Your task:
Count every line below that holds "translate". Number only.

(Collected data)
>>>>>
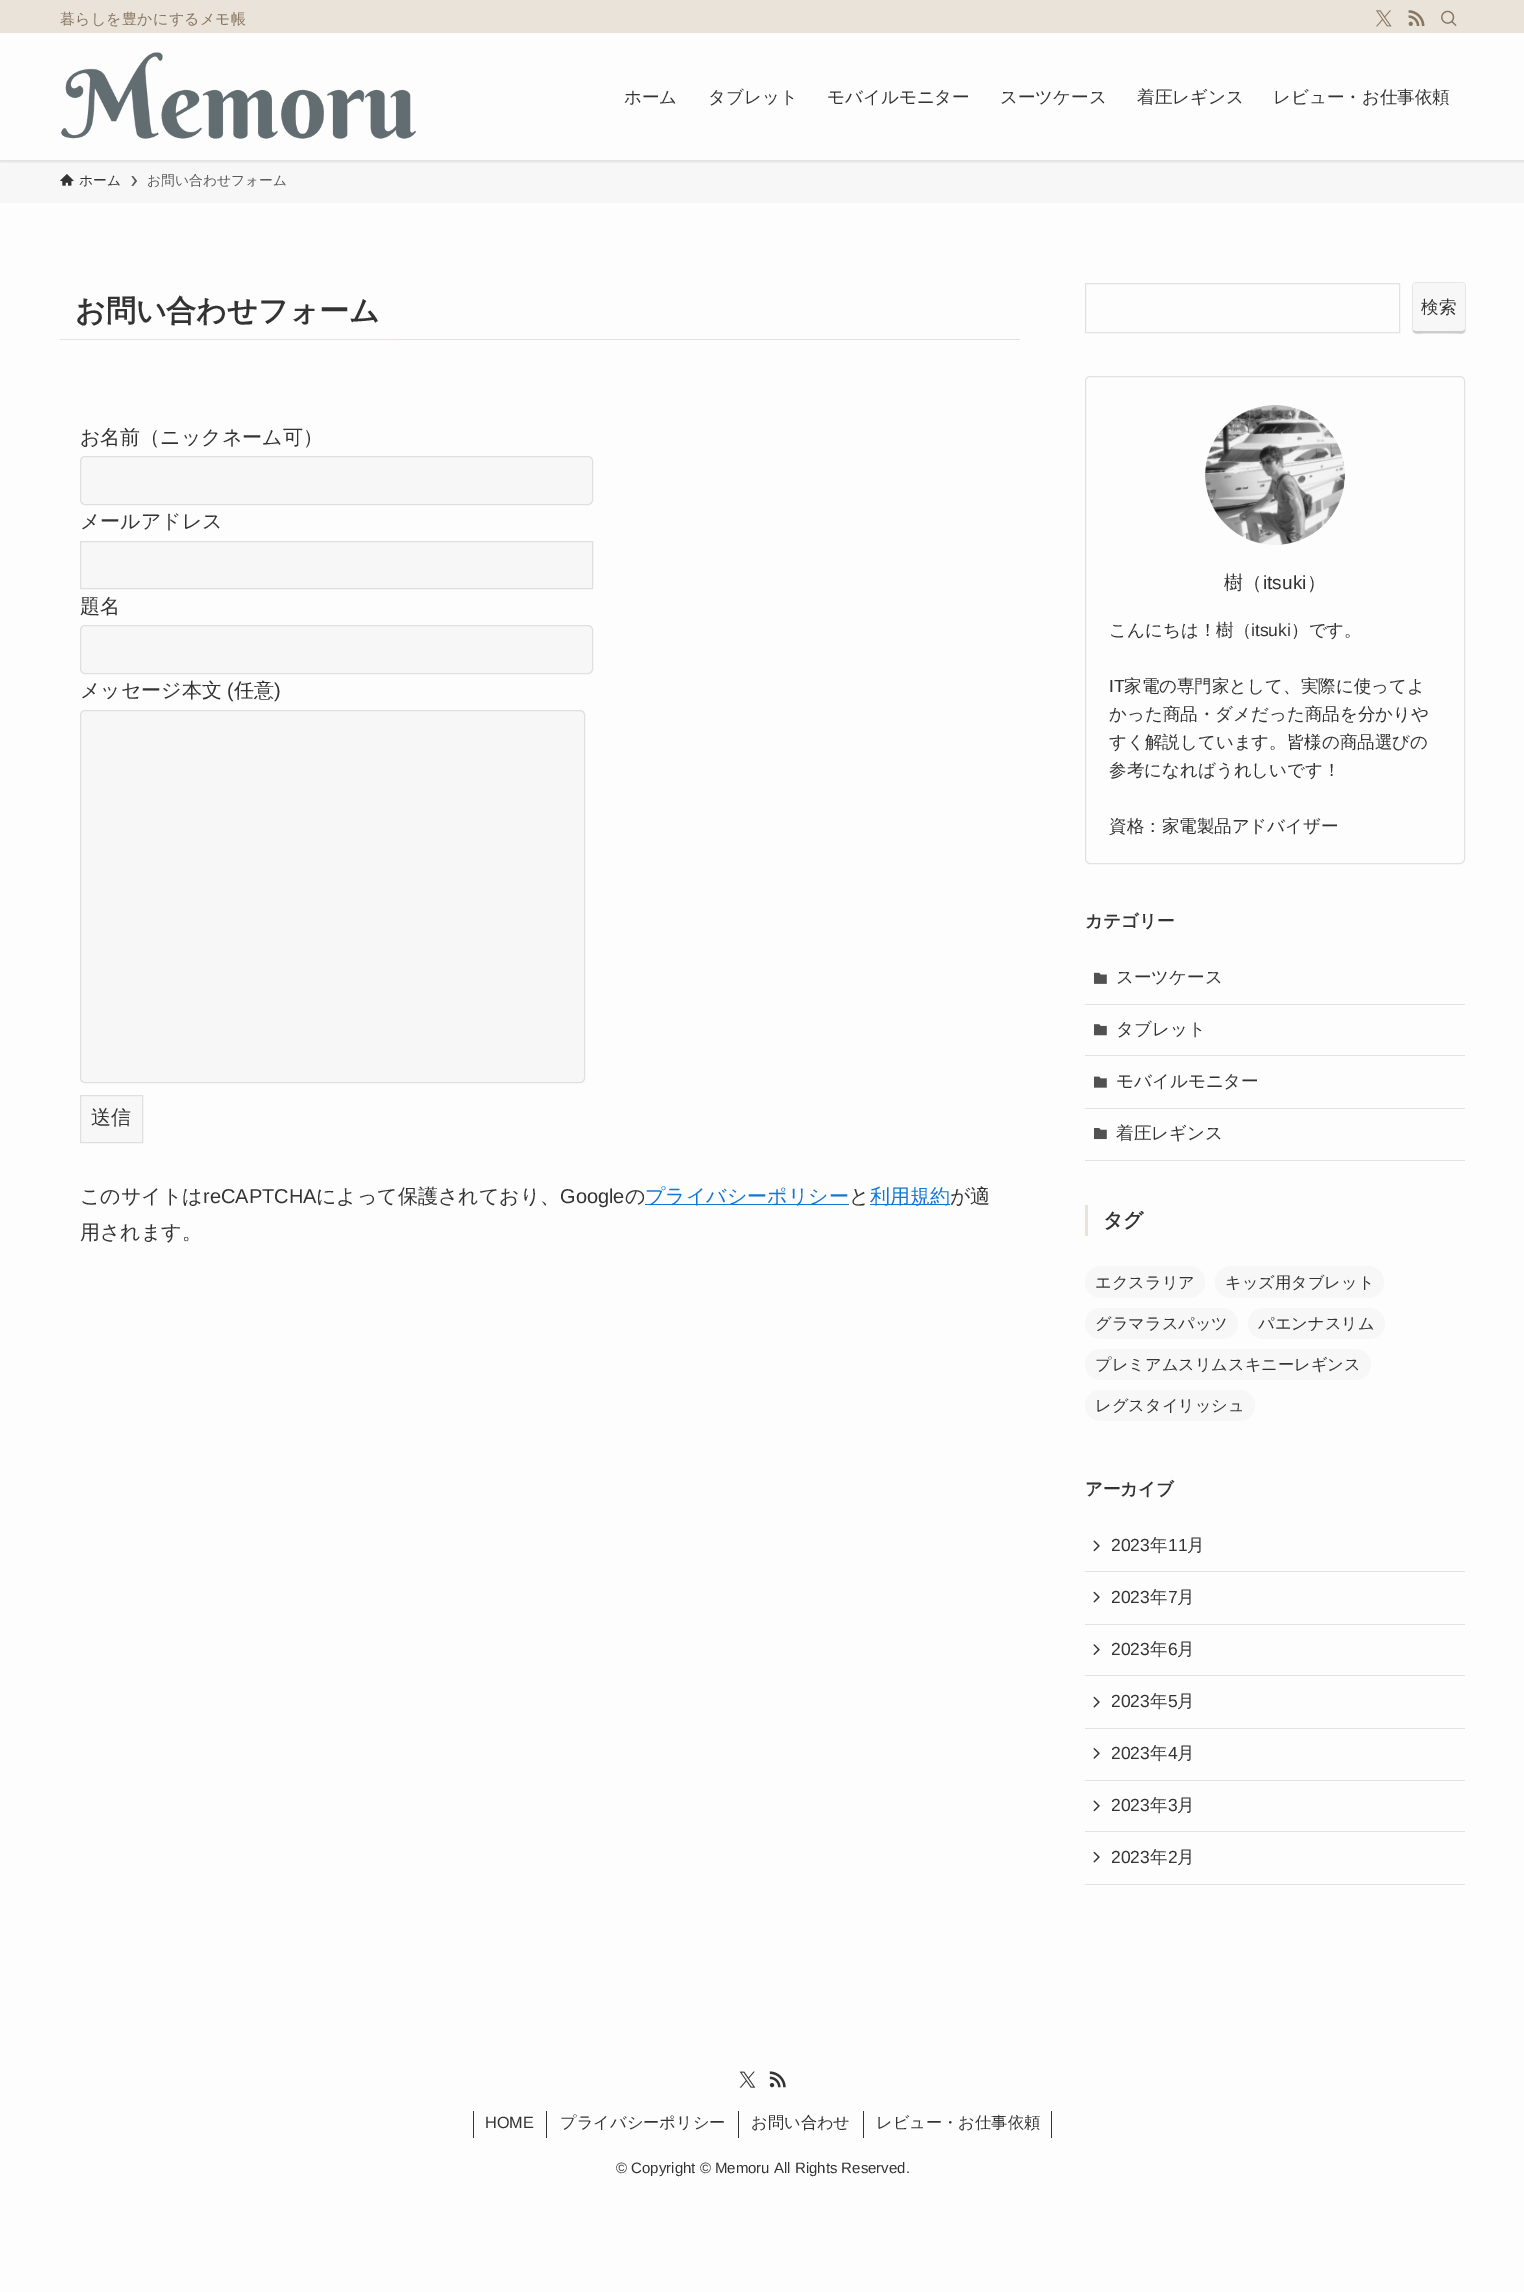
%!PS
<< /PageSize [1524 2292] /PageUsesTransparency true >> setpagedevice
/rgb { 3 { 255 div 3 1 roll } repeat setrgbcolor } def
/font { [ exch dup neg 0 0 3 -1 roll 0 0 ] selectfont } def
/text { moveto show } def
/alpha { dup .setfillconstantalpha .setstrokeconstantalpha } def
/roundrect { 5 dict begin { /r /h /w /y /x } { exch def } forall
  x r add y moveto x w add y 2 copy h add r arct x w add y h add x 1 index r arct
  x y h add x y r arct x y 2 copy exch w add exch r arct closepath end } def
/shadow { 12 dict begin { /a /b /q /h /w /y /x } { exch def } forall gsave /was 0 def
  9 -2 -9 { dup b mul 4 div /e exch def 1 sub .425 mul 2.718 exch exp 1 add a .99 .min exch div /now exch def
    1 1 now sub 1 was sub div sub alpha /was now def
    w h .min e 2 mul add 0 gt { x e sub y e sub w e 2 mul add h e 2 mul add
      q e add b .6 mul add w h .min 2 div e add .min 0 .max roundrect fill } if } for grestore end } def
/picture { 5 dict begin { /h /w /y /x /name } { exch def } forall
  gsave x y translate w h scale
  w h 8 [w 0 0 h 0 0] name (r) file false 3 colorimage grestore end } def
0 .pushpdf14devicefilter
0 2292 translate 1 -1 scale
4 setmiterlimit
253 253 253 rgb
0 0 1524 2292 rectfill
247 247 247 rgb
0 160 1524 43 rectfill
gsave
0 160 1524 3 rectclip
0 0 0 rgb
0 1 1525 160 0 2.5 0.12 shadow
grestore
234 227 218 rgb
0 0 1524 33 rectfill
(img_01.rgb) 1376 10 16 17 picture
(img_02.rgb) 1408 10 17 16 picture
(img_03.rgb) 1441 10 16 16 picture
(img_04.rgb) 61 52 355 87 picture
(img_05.rgb) 60 174 14 12 picture
90 90 90 rgb
133 176 moveto -1.5 0 rlineto 3.5 5 rlineto -3.5 5 rlineto 1.5 0 rlineto 4 -5 rlineto closepath fill
226 226 226 rgb
395 339 625 1 rectfill
234 227 218 rgb
60 339 335 1 rectfill
247 247 247 rgb
80 456 513 49 5 roundrect fill
0.5 alpha
199 199 199 rgb
80.5 456.5 512 48 4.5 roundrect stroke
1 alpha
247 247 247 rgb
80.5 541.5 moveto 512 0 rlineto 0 47 rlineto -512 0 rlineto closepath gsave fill grestore
223 223 223 rgb
stroke
247 247 247 rgb
80 625 513 49 5 roundrect fill
0.5 alpha
199 199 199 rgb
80.5 625.5 512 48 4.5 roundrect stroke
1 alpha
247 247 247 rgb
80 710 505 373 5 roundrect fill
0.5 alpha
199 199 199 rgb
80.5 710.5 504 372 4.5 roundrect stroke
1 alpha
247 247 247 rgb
80.5 1095.5 moveto 62 0 rlineto 0 47 rlineto -62 0 rlineto closepath gsave fill grestore
223 223 223 rgb
stroke
17 118 212 rgb
645 1204 204 1 rectfill
870 1204 80 1 rectfill
226 226 226 rgb
1085.5 283.5 314 49 rectstroke
170 170 170 rgb
1413 283 52 50 2.5 0.5 1 shadow
247 247 247 rgb
1413 283 52 50 2.5 roundrect fill
204 204 204 rgb
1413 330 moveto 0 5 9 3 10 3 rcurveto 32 0 rlineto 5 0 10 2 10 -4 rcurveto 0 1 -1 2 -3 2 rcurveto -47 0 rlineto closepath fill
226 226 226 rgb
1085.5 376.5 379 487 4.5 roundrect stroke
(img_06.rgb) 1205 405 140 140 picture
1085 1004 380 1 rectfill
(img_07.rgb) 1094 972 13 12 picture
1085 1055 380 1 rectfill
(img_08.rgb) 1094 1024 13 12 picture
1085 1108 380 1 rectfill
(img_09.rgb) 1094 1076 13 12 picture
1085 1160 380 1 rectfill
(img_10.rgb) 1094 1128 13 12 picture
234 227 218 rgb
1085 1205 3 31 rectfill
247 247 247 rgb
1085 1266 120 32 16 roundrect fill
1215 1266 169 32 16 roundrect fill
1085 1308 153 31 15.5 roundrect fill
1248 1308 137 31 15.5 roundrect fill
1085 1349 286 31 15.5 roundrect fill
1085 1390 170 31 15.5 roundrect fill
226 226 226 rgb
1085 1571 380 1 rectfill
(img_11.rgb) 1093 1540 7 12 picture
1085 1624 380 1 rectfill
(img_12.rgb) 1093 1591 7 12 picture
1085 1675 380 1 rectfill
(img_13.rgb) 1093 1644 7 11 picture
1085 1728 380 1 rectfill
(img_12.rgb) 1093 1696 7 12 picture
1085 1780 380 1 rectfill
(img_14.rgb) 1093 1748 7 11 picture
1085 1831 380 1 rectfill
(img_11.rgb) 1093 1800 7 12 picture
1085 1884 380 1 rectfill
(img_12.rgb) 1093 1851 7 12 picture
(img_15.rgb) 739 2071 17 17 picture
(img_16.rgb) 769 2071 17 17 picture
51 51 51 rgb
546 2111 1 27 rectfill
473 2111 1 27 rectfill
738 2111 1 27 rectfill
863 2111 1 27 rectfill
1051 2111 1 27 rectfill
/WenQuanYiZenHei-Medium 15 font
135 118 97 rgb
60 24 moveto 0.25 0 (暮らしを豊かにするメモ帳) ashow
/WenQuanYiZenHei-Medium 17.5 font
51 51 51 rgb
(ホーム) 624 103 text
(タブレット) 708 103 text
(モバイルモニター) 827 103 text
(スーツケース) 1000 103 text
(着圧レギンス) 1137 103 text
(レビュー・お仕事依頼) 1273 103 text
/WenQuanYiZenHei-Medium 13.75 font
(ホーム) 79 185 text
90 90 90 rgb
(お問い合わせフォーム) 147 185 text
/WenQuanYiZenHei-Bold 30 font
51 51 51 rgb
(お問い合わせフォーム) 75 321 text
/WenQuanYiZenHei-Medium 20 font
(お名前（ニックネーム可）) 80 444 text
(メールアドレス) 80 528 text
(題名) 80 613 text
(メッセージ本文) 80 697 text
/LiberationSans-Regular 20 font
(\() 227 697 text
/WenQuanYiZenHei-Medium 20 font
(任意) 234 697 text
/LiberationSans-Regular 20 font
(\)) 274 697 text
/WenQuanYiZenHei-Medium 20 font
(送信) 91 1124 text
(このサイトは) 80 1203 text
/LiberationSans-Regular 20 font
(reCAPTCHA) 203 1203 text
/WenQuanYiZenHei-Medium 20 font
(によって保護されており、) 316 1203 text
/LiberationSans-Regular 20 font
(Google) 560 1203 text
/WenQuanYiZenHei-Medium 20 font
(の) 625 1203 text
17 118 212 rgb
(プライバシーポリシー) 645 1203 text
51 51 51 rgb
(と) 849 1203 text
17 118 212 rgb
(利用規約) 870 1203 text
51 51 51 rgb
(が適) 950 1203 text
(用されます。) 80 1239 text
/WenQuanYiZenHei-Medium 17.5 font
(検索) 1421 313 text
/WenQuanYiZenHei-Medium 19 font
(樹（) 1224 589 text
/LiberationSans-Regular 19 font
(itsuki) 1263 589 text
/WenQuanYiZenHei-Medium 19 font
(）) 1307 589 text
/WenQuanYiZenHei-Medium 17.5 font
(こんにちは！樹（) 1109 636 text
/LiberationSans-Regular 17.5 font
(itsuki) 1251 636 text
/WenQuanYiZenHei-Medium 17.5 font
(）です。) 1291 636 text
/LiberationSans-Regular 17.5 font
(IT) 1109 692 text
/WenQuanYiZenHei-Medium 17.5 font
(家電の専門家として、実際に使ってよ) 1124 692 text
(かった商品・ダメだった商品を分かりや) 1109 720 text
(すく解説しています。皆様の商品選びの) 1109 748 text
(参考になればうれしいです！) 1109 776 text
(資格：家電製品アドバイザー) 1109 832 text
/WenQuanYiZenHei-Bold 17.5 font
(カテゴリー) 1085 927 text
/WenQuanYiZenHei-Medium 17.5 font
(スーツケース) 1116 983 text
(タブレット) 1116 1035 text
(モバイルモニター) 1116 1087 text
(着圧レギンス) 1116 1139 text
/WenQuanYiZenHei-Bold 20 font
(タグ) 1103 1227 text
/WenQuanYiZenHei-Medium 16.25 font
(エクスラリア) 1095 1288 text
(キッズ用タブレット) 1225 1288 text
(グラマラスパッツ) 1095 1329 text
(パエンナスリム) 1258 1329 text
(プレミアムスリムスキニーレギンス) 1095 1370 text
(レグスタイリッシュ) 1095 1411 text
/WenQuanYiZenHei-Bold 17.5 font
(アーカイブ) 1085 1495 text
/LiberationSans-Regular 17.5 font
(2023) 1111 1551 text
/WenQuanYiZenHei-Medium 17.5 font
(年) 1150 1551 text
/LiberationSans-Regular 17.5 font
(11) 1168 1551 text
/WenQuanYiZenHei-Medium 17.5 font
(月) 1187 1551 text
/LiberationSans-Regular 17.5 font
(2023) 1111 1603 text
/WenQuanYiZenHei-Medium 17.5 font
(年) 1150 1603 text
/LiberationSans-Regular 17.5 font
(7) 1168 1603 text
/WenQuanYiZenHei-Medium 17.5 font
(月) 1177 1603 text
/LiberationSans-Regular 17.5 font
(2023) 1111 1655 text
/WenQuanYiZenHei-Medium 17.5 font
(年) 1150 1655 text
/LiberationSans-Regular 17.5 font
(6) 1168 1655 text
/WenQuanYiZenHei-Medium 17.5 font
(月) 1177 1655 text
/LiberationSans-Regular 17.5 font
(2023) 1111 1707 text
/WenQuanYiZenHei-Medium 17.5 font
(年) 1150 1707 text
/LiberationSans-Regular 17.5 font
(5) 1168 1707 text
/WenQuanYiZenHei-Medium 17.5 font
(月) 1177 1707 text
/LiberationSans-Regular 17.5 font
(2023) 1111 1759 text
/WenQuanYiZenHei-Medium 17.5 font
(年) 1150 1759 text
/LiberationSans-Regular 17.5 font
(4) 1168 1759 text
/WenQuanYiZenHei-Medium 17.5 font
(月) 1177 1759 text
/LiberationSans-Regular 17.5 font
(2023) 1111 1811 text
/WenQuanYiZenHei-Medium 17.5 font
(年) 1150 1811 text
/LiberationSans-Regular 17.5 font
(3) 1168 1811 text
/WenQuanYiZenHei-Medium 17.5 font
(月) 1177 1811 text
/LiberationSans-Regular 17.5 font
(2023) 1111 1863 text
/WenQuanYiZenHei-Medium 17.5 font
(年) 1150 1863 text
/LiberationSans-Regular 17.5 font
(2) 1168 1863 text
/WenQuanYiZenHei-Medium 17.5 font
(月) 1177 1863 text
/LiberationSans-Regular 16.25 font
(HOME) 485 2128 text
/WenQuanYiZenHei-Medium 16.25 font
(プライバシーポリシー) 560 2128 text
(お問い合わせ) 751 2128 text
(レビュー・お仕事依頼) 876 2128 text
/LiberationSans-Regular 15 font
(© Copyright © Memoru All Rights Reserved.) 616 2173 text
.poppdf14devicefilter showpage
<<<<<
Written response:
2